Sometimes my response is anger. Frustration at myself for somehow not being able to live up to my own expectations. Guilt over feeling like I cannot keep my house together like so many other moms seem to do so effortlessly. My temper flares when the big kids leave the doors open again and the baby starts piling miscellaneous items into the toilet. I seek solitude at every opportunity, yearning for a reprieve from the constant badgering of life. Counting the minutes until my husband comes home just so I can go to the bathroom alone, even once!

Sometimes I find myself running away. This could mean leaving the house at every opportunity, walking around target, the mall, the park, the grocery store. Staying as far away from my prison of a house as I can. Because that is where reality lives. If I am home I am on the computer, getting away virtually, reading or watching TV. Ignoring real life as best I can by simply not looking at it.

You see, when I wander into these stages I am full aware of it. I am ashamed to admit that it is a grown-up temper tantrum of sorts. But it is also useful in a way. You see, God and I have always had something of an interesting relationship. I usually have an on-going conversation in my head with Him about life, choices, relationships and human reactions that goes on all day long. I am not always nice to him in my questions or statements and often times the conversation is more of an argument then anything else. He is not always gentle with me either. In fact He often is not. He pushes, prods, makes life frustrating, uncomfortable and sometimes downright scary as we argue. But in the end, He always wins, and I rest again in knowing he was right in the first place. And I am reminded again that if I had simply gone with that in the first place I could have avoided so much personal heartache. But then, there is joy in the journey. There is value in pain, anger and frustration.  Truly what I think it boils down to, is that all of the above mentioned situations are my own immature reactions to change.
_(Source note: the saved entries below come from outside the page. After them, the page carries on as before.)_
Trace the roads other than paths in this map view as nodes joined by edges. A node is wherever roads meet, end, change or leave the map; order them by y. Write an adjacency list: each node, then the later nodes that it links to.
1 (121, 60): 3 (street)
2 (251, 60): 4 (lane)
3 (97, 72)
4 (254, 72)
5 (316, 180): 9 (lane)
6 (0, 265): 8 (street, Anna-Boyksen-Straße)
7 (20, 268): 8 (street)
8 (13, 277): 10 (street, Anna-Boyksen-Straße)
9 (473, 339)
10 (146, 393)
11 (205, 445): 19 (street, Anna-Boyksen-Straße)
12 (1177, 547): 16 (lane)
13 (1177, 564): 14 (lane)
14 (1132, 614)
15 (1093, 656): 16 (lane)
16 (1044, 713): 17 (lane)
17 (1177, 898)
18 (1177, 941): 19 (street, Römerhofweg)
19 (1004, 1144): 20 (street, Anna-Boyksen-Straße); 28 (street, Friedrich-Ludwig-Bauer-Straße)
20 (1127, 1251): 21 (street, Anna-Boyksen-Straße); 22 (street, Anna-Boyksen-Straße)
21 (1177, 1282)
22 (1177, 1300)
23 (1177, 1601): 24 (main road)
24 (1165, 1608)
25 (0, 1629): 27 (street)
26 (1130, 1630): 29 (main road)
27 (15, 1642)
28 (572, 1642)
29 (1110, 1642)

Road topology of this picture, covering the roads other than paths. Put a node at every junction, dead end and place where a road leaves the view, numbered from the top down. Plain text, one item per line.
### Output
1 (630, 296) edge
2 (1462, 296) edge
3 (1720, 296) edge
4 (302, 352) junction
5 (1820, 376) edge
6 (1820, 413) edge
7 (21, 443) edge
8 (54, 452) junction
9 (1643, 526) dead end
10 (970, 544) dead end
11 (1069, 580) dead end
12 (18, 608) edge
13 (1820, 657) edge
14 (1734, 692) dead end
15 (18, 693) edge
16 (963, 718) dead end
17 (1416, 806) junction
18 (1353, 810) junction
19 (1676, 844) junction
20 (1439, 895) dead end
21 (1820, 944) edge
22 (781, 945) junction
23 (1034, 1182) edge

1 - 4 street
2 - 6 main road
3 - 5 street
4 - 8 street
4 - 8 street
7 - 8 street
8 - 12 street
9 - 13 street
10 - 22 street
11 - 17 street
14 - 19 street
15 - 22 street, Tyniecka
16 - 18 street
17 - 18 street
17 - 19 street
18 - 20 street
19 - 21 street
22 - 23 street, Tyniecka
Now don't get me wrong. I actually love change. It does not scare me. I relish it in fact. However, change takes lots of work. And I am very tired. All of the time.

But you see, I get stuck in the above mentioned categories. Sometimes jumping from one to the other, but never seeming to be able to get out of them. No matter how much I yell, plead or passionately ask of God to get me through...  I find that at the end of it all I usually make a cup of tea, sit and make a list. Lists are good things. Did you know lists are blessed by God? So are hot baths and the rearranging of furniture. Even if it is just one thing.

So I have been in an angry, confused and indifferent slump lately. And I am ready to do the work to get out of it. Things in life have gotten so routine, I have been filling my world with useless busywork and I will admit, I have absolutely nothing to show for it but exhaustion and a feeling of restlessness that results in boredom and snarkyness. The world is going faster then I can follow at the moment. We are already mere days until Christmas.

My Taylor has been saying, almost every night as I tuck her into bed: "I am so excited for Christmas Mama! Not just for presents, but for the 'real' meaning of Christmas." I nod, mumble a quick "me too baby" and hastily kiss heads goodnight so I can get to "my free time" faster.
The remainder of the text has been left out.